### ACTION ITEM
Without changing a single word, restate the entries below.

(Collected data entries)
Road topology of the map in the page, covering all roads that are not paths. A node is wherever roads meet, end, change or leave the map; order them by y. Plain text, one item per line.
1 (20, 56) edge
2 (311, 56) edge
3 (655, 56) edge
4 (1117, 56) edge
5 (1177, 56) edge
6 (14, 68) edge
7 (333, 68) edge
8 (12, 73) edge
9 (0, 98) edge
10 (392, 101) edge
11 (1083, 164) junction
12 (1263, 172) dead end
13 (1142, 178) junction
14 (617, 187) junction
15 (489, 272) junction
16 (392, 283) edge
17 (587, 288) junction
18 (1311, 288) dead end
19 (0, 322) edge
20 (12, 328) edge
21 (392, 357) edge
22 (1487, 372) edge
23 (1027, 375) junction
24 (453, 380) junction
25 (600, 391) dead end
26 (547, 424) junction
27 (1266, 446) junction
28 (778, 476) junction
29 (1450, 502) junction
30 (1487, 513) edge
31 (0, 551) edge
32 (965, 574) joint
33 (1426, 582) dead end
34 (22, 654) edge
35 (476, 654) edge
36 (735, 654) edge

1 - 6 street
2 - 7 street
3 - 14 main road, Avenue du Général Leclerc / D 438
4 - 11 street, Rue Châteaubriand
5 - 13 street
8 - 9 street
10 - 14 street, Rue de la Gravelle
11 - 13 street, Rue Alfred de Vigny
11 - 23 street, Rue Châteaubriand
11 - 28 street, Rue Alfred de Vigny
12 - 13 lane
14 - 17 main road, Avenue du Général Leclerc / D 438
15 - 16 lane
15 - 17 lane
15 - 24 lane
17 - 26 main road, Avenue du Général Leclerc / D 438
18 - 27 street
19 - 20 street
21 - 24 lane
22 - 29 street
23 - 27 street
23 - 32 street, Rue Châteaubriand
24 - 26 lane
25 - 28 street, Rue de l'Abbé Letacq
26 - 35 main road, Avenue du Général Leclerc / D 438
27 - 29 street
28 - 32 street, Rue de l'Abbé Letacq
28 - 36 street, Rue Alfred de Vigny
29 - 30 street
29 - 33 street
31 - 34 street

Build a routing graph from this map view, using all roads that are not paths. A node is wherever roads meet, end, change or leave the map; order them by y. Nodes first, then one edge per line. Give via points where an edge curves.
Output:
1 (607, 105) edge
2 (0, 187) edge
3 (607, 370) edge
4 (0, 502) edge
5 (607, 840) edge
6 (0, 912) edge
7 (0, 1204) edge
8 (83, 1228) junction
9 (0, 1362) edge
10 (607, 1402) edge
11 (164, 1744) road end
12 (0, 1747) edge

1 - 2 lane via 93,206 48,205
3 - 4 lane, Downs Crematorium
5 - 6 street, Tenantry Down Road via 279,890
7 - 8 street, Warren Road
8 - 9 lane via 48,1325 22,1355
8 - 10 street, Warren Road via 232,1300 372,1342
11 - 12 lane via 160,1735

### EXPECTED ANSWER
Road topology of the map in the page, covering all roads that are not paths. A node is wherever roads meet, end, change or leave the map; order them by y. Plain text, one item per line.
1 (20, 56) edge
2 (311, 56) edge
3 (655, 56) edge
4 (1117, 56) edge
5 (1177, 56) edge
6 (14, 68) edge
7 (333, 68) edge
8 (12, 73) edge
9 (0, 98) edge
10 (392, 101) edge
11 (1083, 164) junction
12 (1263, 172) dead end
13 (1142, 178) junction
14 (617, 187) junction
15 (489, 272) junction
16 (392, 283) edge
17 (587, 288) junction
18 (1311, 288) dead end
19 (0, 322) edge
20 (12, 328) edge
21 (392, 357) edge
22 (1487, 372) edge
23 (1027, 375) junction
24 (453, 380) junction
25 (600, 391) dead end
26 (547, 424) junction
27 (1266, 446) junction
28 (778, 476) junction
29 (1450, 502) junction
30 (1487, 513) edge
31 (0, 551) edge
32 (965, 574) joint
33 (1426, 582) dead end
34 (22, 654) edge
35 (476, 654) edge
36 (735, 654) edge

1 - 6 street
2 - 7 street
3 - 14 main road, Avenue du Général Leclerc / D 438
4 - 11 street, Rue Châteaubriand
5 - 13 street
8 - 9 street
10 - 14 street, Rue de la Gravelle
11 - 13 street, Rue Alfred de Vigny
11 - 23 street, Rue Châteaubriand
11 - 28 street, Rue Alfred de Vigny
12 - 13 lane
14 - 17 main road, Avenue du Général Leclerc / D 438
15 - 16 lane
15 - 17 lane
15 - 24 lane
17 - 26 main road, Avenue du Général Leclerc / D 438
18 - 27 street
19 - 20 street
21 - 24 lane
22 - 29 street
23 - 27 street
23 - 32 street, Rue Châteaubriand
24 - 26 lane
25 - 28 street, Rue de l'Abbé Letacq
26 - 35 main road, Avenue du Général Leclerc / D 438
27 - 29 street
28 - 32 street, Rue de l'Abbé Letacq
28 - 36 street, Rue Alfred de Vigny
29 - 30 street
29 - 33 street
31 - 34 street

Build a routing graph from this map view, using all roads that are not paths. A node is wherever roads meet, end, change or leave the map; order them by y. Nodes first, then one edge per line. Give via points where an edge curves.
Output:
1 (607, 105) edge
2 (0, 187) edge
3 (607, 370) edge
4 (0, 502) edge
5 (607, 840) edge
6 (0, 912) edge
7 (0, 1204) edge
8 (83, 1228) junction
9 (0, 1362) edge
10 (607, 1402) edge
11 (164, 1744) road end
12 (0, 1747) edge

1 - 2 lane via 93,206 48,205
3 - 4 lane, Downs Crematorium
5 - 6 street, Tenantry Down Road via 279,890
7 - 8 street, Warren Road
8 - 9 lane via 48,1325 22,1355
8 - 10 street, Warren Road via 232,1300 372,1342
11 - 12 lane via 160,1735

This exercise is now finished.